Perhaps in a short article on Stalin and Stalinism a final word should be left to Stalin himself. Writing at the height of the purges, when up to a thousand people a day were being shot on his orders, when concentration camps full of diseased and dying workers and intellectuals were being worked to death, Stalin was able to state;

“We communists are people of a special mould. We are made of special stuff. We are those who form the army of the greatest proletarian strategist, the army of Comrade Lenin. There is nothing higher than the honour of belonging to this army.” (History of the Communist Party. Foreign Languages Publishing. Page 268.)

Special stuff indeed! It takes very special people to distance themselves from their own humanity, throw away all morality, bury any feelings of guilt and lie, cheat, torture and murder – or look the other way. Thankfully there are very few people who are of such special stuff, but sadly there are some in every community in every part of the world. Indeed, this type of self-elected leadership of a ‘special mould’ now seems to have gravitated to religious sectarianism, where all the above characteristics are manifested against their own religious communities who think differently and against the members of other religions.
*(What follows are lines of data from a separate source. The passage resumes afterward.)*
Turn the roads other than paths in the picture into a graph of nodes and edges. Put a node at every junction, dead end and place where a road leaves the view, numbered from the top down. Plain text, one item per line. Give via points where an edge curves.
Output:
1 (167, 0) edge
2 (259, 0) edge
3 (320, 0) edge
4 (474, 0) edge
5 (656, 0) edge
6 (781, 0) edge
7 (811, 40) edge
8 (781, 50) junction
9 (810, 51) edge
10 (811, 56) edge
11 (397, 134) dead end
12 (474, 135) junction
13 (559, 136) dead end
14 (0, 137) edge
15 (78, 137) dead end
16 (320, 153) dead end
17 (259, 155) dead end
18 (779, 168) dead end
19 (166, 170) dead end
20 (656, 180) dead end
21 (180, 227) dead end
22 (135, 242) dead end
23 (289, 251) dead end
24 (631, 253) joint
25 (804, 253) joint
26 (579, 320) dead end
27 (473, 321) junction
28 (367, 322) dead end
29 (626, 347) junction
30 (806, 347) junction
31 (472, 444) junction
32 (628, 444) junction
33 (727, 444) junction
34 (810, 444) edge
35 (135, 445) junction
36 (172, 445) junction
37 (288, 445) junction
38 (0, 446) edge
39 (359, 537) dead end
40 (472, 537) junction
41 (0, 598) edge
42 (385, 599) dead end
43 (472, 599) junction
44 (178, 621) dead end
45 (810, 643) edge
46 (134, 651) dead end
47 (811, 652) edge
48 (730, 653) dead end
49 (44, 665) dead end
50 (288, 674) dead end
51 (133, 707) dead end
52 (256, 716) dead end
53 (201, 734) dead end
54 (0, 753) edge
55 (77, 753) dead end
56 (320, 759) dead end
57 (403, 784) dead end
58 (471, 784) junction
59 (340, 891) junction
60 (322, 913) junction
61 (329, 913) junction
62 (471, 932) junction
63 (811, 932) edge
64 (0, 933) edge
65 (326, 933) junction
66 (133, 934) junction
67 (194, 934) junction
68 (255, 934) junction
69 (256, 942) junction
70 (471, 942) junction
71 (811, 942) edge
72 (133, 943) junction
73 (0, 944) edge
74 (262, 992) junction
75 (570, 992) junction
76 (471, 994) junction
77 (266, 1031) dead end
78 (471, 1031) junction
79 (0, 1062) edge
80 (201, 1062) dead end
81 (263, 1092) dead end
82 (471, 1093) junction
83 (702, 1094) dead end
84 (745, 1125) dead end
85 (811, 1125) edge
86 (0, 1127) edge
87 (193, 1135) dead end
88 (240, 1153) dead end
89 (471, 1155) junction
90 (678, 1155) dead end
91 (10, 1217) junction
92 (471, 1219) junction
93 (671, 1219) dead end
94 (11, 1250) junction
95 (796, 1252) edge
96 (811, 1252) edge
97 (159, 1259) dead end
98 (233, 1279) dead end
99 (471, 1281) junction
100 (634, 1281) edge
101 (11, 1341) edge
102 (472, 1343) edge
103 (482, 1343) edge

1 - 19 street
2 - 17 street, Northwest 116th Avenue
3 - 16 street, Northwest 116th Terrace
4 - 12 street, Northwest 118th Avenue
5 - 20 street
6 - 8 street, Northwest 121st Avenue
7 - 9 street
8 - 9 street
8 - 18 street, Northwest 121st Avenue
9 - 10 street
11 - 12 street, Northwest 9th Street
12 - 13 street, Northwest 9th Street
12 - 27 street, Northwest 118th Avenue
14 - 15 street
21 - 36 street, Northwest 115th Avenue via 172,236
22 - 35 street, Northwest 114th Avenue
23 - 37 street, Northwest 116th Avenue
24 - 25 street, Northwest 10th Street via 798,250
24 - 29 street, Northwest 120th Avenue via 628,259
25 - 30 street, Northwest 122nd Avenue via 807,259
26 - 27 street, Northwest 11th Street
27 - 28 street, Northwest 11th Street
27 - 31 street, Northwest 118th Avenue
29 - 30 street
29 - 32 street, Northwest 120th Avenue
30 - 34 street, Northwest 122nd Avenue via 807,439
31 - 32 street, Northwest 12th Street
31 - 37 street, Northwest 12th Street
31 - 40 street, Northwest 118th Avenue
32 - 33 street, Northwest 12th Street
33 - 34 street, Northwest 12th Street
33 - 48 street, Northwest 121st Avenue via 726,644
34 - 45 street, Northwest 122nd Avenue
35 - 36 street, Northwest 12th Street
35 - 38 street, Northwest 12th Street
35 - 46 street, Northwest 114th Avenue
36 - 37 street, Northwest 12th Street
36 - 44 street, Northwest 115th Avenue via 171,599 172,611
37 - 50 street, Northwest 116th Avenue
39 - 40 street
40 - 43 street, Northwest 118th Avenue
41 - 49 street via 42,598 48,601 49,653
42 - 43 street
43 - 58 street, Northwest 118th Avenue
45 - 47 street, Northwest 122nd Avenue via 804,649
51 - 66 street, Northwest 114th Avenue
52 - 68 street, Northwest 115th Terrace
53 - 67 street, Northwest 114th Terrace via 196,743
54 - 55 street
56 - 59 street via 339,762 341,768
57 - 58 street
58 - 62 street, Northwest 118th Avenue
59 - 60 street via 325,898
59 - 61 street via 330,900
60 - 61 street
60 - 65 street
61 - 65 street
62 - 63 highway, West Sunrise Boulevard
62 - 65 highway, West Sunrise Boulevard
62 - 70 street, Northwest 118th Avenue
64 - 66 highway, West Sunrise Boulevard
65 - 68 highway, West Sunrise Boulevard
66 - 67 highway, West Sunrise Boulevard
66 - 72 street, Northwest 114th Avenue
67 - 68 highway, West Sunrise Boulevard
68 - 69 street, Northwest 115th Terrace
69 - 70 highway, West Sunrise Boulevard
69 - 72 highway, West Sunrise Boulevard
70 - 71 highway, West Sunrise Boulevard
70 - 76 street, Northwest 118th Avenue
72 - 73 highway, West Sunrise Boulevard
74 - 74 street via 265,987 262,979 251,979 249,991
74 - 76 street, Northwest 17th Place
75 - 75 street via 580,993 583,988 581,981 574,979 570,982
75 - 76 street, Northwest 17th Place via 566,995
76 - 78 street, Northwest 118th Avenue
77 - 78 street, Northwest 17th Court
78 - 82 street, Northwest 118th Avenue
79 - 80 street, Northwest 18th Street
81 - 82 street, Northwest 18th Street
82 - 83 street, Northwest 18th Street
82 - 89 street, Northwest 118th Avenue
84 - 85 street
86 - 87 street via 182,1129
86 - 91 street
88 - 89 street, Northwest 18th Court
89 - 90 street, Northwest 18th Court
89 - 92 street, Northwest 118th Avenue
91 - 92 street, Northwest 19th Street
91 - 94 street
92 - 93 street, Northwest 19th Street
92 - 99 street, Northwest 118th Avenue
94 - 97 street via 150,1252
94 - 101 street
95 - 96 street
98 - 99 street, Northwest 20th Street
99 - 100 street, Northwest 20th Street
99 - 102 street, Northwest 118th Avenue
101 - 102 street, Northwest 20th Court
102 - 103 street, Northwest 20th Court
It is clear that any really positive and fruitful anti-capitalist movement will need to confront any remaining Stalinists and the contemporary benign political sectarians with the full implications of their tradition. The idea of any form of political control now and in any post-capitalist form of society, needs to be confronted well in advance of such developments. For as Marx warned;

“Where political parties exist, each party sees the root of every evil in the fact that instead of itself an opposing party stands at the helm of the state. Even radical and revolutionary politicians seek the root of the evil not in the essential nature of the state, but in a definite state form, which they wish to replace by a different state form.” (Marx/Engels. Collected Works. Volume 3 page 197.)

We now have the experience of the Bolshevik-led Soviet Union which confirmed the prognosis of Marx with regard to the political mentality; “..the keener and more lively it is, the more it is incapable is it of understanding social ills”.